First off, it’s important to state how little support went into making these moments develop. The relationship of Wanda and The Vision, for example, consists of maybe three conversations in Civil War and then the brief scene of them as fugitive lovers. Elizabeth Olson and Paul Bettany sold their scenes and created something that came off as genuine out of the most minimal of stories. The other angle is that there is even though there isn’t a lot to work with between these three stories, there is something. Each of the movies suggests just enough to make the relationship plausible without distracting from the real plots of those movies. This is a nifty trick and one only possible because the assurance of another and another movie down the line gives directors the confidence to insert sub-plots that aren’t going to pay off for another couple of movies. These subterranean storylines only exist because MCU is popular enough to support the storylines of secondary characters. MCU is popular because even if Iron Man,The Hulk, Captain America and Thor aren’t your favorite characters (back in the day, I was an X-Men fan first and a Marvel fan a distant fourth or fifth), there is this constant virtuous cycle that promises that your character is going to be brought in and be made as an integral part of the overall story - not just a cameo.
The other thing that’s happened more recently is that MCU, as it’s expanded its ranks of heroes and villains, has found its own way to express a mythic impulse. One of the things that bugs me about the DCEU, is that each character is always portrayed as a god first and a human being second. Justice League made the mistake of assuming that epic settings and lots of CGI baddies makes for epic story-telling. MCU has both of those things too but it also has characters that start off as relatable and sympathetic and THEN get involved in epic scenarios through their relatable ambitions and fears. My favorite MCU movie so far - Captain America: The Winter Soldier - was one of the best Phase 2 examples I can think of.

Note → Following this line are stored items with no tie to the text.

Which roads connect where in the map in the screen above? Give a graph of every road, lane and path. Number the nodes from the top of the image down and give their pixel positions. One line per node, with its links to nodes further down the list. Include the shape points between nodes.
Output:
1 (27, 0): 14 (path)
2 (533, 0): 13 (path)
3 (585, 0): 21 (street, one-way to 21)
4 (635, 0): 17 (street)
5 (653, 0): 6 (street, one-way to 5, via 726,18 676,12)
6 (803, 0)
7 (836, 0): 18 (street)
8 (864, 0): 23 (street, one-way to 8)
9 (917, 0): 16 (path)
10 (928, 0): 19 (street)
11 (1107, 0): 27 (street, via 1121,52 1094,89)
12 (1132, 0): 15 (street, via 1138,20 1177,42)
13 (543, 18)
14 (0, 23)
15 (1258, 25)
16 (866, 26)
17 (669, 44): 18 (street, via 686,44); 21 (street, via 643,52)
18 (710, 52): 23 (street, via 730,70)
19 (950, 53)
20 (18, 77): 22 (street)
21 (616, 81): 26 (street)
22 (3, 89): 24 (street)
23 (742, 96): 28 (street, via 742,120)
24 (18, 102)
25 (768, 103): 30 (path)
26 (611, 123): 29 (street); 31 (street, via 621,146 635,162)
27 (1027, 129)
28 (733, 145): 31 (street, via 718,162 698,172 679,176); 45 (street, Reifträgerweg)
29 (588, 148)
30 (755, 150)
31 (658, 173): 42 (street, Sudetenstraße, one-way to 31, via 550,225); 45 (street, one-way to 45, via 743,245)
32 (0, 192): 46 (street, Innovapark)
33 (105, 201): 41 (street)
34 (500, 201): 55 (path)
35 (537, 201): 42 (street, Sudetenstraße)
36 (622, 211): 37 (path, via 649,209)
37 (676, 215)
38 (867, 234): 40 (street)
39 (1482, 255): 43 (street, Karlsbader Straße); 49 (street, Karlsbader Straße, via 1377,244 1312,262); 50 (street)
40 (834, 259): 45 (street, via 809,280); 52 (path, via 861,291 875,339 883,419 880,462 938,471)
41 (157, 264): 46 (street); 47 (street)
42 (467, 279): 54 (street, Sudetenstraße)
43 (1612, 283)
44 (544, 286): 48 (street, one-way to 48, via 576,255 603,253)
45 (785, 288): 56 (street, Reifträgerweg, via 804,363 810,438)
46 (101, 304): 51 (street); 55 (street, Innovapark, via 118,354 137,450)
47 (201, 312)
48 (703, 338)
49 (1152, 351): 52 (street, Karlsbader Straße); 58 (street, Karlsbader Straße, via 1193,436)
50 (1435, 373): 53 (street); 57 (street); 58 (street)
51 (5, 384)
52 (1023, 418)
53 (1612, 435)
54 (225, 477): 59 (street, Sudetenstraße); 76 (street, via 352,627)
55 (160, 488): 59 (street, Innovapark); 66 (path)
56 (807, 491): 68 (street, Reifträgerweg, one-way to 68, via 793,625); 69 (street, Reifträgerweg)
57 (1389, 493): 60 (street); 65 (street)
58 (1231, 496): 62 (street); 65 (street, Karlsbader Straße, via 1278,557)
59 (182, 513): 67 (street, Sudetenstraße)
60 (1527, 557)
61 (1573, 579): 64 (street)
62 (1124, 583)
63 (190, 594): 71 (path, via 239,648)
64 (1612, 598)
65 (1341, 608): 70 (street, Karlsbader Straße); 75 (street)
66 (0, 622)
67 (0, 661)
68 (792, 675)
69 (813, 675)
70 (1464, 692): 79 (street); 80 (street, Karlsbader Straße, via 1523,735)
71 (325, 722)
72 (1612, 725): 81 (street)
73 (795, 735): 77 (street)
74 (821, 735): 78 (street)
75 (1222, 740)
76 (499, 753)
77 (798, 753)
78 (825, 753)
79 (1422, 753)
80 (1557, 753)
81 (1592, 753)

Even though the final showdown over the Triskelion suffered from a little of the Big Bad Explosions Spectacle that many comic book movies do, it also that incredibly personal and savage battle between hero and his best friend. That’s the stuff of mythology - The llliad,The Epic of Gilgamesh and Star Wars. The most recent Sony Spiderman movie is one of the first non-MCU movies in a while that’s figured out the code. Personal conflicts leading to Cosmic Conflicts = Epic movie-making.